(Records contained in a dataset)
══════════

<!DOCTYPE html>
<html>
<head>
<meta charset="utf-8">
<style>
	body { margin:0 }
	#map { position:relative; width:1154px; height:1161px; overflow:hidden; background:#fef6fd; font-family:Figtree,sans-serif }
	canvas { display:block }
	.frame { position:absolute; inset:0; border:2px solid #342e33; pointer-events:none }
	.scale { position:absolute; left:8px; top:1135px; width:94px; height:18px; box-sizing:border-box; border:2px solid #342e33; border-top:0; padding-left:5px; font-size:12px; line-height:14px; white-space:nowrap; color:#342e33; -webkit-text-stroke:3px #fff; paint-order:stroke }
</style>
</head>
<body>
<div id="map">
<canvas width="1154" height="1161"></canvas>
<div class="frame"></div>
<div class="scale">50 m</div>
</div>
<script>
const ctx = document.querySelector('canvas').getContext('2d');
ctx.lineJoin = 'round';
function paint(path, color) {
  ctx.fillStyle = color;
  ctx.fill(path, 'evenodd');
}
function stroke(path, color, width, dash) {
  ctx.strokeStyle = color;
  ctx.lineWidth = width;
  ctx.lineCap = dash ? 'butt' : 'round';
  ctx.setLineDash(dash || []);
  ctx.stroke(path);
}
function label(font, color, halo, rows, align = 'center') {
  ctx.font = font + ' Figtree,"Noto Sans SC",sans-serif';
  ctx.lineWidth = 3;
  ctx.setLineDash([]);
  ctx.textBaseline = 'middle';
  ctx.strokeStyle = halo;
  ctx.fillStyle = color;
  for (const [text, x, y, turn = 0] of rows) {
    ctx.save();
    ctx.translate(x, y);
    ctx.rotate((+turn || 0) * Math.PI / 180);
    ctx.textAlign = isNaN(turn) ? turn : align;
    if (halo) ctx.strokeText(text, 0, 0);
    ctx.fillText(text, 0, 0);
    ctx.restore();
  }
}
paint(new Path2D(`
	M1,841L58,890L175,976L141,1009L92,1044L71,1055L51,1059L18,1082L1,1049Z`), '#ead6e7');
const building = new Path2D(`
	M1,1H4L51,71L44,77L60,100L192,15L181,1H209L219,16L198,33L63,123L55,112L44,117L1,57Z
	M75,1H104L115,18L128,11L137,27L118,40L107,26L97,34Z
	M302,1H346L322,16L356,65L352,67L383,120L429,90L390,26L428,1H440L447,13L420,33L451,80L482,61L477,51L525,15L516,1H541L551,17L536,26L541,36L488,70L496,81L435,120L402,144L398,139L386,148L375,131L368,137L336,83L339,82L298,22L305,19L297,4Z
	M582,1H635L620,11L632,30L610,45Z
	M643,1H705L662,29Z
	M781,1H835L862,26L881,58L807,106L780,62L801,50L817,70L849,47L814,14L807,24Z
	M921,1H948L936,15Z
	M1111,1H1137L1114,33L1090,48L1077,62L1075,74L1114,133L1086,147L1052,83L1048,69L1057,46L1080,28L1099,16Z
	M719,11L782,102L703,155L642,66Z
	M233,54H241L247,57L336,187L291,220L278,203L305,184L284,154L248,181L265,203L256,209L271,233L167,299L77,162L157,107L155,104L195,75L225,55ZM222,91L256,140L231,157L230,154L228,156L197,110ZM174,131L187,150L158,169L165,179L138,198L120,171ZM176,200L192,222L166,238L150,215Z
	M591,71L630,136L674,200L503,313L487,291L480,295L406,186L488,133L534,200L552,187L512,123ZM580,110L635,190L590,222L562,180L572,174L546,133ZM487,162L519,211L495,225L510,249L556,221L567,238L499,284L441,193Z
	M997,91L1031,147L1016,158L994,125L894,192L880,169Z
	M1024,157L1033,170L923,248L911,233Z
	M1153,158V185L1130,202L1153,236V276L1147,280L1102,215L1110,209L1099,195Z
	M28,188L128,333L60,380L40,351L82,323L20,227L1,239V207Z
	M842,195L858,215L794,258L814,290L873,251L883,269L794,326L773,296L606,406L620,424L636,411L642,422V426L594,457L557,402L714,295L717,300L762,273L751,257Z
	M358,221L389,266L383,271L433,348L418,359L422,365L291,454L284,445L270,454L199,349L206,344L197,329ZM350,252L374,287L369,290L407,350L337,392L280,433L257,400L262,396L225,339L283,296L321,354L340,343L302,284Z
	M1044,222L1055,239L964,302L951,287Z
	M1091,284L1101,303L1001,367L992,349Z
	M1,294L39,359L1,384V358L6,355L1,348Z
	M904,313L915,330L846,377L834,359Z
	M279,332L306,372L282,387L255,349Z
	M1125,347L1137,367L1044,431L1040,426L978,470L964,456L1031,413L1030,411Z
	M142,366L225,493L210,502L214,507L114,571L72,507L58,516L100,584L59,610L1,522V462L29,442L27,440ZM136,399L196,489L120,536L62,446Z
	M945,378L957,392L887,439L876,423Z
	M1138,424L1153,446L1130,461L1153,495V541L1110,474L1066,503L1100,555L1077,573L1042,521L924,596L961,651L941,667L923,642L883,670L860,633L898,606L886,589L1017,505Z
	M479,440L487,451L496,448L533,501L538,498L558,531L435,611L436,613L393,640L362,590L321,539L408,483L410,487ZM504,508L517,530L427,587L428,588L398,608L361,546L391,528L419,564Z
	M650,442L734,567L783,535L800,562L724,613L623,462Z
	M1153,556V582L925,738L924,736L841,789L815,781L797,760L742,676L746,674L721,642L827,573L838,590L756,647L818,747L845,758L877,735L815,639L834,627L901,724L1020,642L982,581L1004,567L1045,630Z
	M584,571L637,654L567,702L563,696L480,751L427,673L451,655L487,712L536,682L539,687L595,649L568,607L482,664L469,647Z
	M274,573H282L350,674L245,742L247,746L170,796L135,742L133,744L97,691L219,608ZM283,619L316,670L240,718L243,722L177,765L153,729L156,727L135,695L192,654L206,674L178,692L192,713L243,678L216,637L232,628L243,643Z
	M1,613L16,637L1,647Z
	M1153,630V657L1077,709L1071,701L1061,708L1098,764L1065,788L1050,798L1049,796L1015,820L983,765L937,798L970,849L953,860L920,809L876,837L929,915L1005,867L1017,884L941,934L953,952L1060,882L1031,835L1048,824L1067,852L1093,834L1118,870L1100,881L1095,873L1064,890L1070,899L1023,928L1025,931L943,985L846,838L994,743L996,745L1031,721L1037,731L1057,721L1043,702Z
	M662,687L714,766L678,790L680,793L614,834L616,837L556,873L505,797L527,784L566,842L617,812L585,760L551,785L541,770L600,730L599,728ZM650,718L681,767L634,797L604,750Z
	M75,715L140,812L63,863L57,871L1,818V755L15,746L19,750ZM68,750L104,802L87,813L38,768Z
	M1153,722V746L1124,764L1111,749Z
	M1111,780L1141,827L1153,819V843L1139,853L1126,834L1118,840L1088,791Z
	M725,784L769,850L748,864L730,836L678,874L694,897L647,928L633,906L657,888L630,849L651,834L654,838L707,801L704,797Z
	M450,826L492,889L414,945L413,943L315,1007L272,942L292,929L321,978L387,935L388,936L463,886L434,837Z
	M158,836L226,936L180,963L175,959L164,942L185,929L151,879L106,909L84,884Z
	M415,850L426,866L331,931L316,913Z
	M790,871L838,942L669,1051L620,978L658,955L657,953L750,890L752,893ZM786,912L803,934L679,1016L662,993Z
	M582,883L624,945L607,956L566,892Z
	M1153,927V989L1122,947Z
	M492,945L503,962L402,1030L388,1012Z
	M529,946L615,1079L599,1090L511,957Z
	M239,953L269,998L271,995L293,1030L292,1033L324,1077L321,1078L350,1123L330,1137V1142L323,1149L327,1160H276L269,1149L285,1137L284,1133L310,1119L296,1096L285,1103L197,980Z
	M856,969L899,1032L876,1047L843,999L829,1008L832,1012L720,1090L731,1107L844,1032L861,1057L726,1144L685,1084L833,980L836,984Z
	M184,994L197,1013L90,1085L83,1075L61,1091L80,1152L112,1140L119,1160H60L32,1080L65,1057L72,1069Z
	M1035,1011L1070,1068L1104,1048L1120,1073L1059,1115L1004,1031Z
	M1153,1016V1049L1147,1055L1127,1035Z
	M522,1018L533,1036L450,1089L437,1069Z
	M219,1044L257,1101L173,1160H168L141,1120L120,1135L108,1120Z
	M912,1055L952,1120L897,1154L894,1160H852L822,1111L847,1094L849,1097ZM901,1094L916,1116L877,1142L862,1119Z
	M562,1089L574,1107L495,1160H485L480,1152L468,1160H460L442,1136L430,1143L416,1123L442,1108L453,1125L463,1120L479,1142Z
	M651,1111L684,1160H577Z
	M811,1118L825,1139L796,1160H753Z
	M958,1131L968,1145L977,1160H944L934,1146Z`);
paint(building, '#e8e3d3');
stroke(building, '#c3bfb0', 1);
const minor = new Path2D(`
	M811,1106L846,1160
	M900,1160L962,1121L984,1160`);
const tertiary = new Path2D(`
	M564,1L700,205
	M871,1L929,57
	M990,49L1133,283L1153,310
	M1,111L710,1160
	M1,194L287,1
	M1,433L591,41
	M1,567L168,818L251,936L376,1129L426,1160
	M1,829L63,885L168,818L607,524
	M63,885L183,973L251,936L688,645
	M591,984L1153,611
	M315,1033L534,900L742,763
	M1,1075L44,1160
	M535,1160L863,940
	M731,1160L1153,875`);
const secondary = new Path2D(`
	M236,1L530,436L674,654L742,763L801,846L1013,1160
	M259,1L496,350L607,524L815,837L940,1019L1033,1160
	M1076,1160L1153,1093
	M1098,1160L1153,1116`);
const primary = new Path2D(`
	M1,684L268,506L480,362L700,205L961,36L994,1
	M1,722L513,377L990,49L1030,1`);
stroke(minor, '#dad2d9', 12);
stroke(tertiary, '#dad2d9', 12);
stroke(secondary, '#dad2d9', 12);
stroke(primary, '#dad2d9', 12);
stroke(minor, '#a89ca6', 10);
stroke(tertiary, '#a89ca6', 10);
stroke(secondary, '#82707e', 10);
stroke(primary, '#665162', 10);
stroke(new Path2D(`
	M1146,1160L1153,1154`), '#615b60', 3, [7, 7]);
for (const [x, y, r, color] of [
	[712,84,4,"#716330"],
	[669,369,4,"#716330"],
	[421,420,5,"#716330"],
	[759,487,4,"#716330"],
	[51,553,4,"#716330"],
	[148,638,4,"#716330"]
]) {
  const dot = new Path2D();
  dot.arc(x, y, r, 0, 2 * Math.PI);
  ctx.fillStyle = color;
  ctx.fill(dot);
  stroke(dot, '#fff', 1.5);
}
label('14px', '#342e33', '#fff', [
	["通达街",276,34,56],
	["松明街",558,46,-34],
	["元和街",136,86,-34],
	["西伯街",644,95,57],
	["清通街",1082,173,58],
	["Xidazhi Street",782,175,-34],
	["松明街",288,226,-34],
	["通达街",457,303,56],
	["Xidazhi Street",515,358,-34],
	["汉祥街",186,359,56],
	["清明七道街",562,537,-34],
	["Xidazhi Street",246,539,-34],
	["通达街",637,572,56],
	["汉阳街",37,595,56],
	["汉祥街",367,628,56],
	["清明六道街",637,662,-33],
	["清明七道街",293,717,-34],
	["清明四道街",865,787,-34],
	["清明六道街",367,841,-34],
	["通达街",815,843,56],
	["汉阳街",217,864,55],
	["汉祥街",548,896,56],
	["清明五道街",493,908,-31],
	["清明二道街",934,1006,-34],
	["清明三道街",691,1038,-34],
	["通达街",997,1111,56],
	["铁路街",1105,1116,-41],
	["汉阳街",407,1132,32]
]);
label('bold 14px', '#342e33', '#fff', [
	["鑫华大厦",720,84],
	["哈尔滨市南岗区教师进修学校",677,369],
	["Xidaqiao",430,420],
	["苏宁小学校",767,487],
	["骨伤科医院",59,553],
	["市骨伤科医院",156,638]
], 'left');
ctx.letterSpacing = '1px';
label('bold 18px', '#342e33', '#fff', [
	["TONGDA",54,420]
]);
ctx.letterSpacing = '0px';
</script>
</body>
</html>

══════════

* WHAT YOU WILL DO
Search the entries above for "strokeStyle". Show every line that has it.

* YOUR SOLUTION
  ctx.strokeStyle = color;
  ctx.strokeStyle = halo;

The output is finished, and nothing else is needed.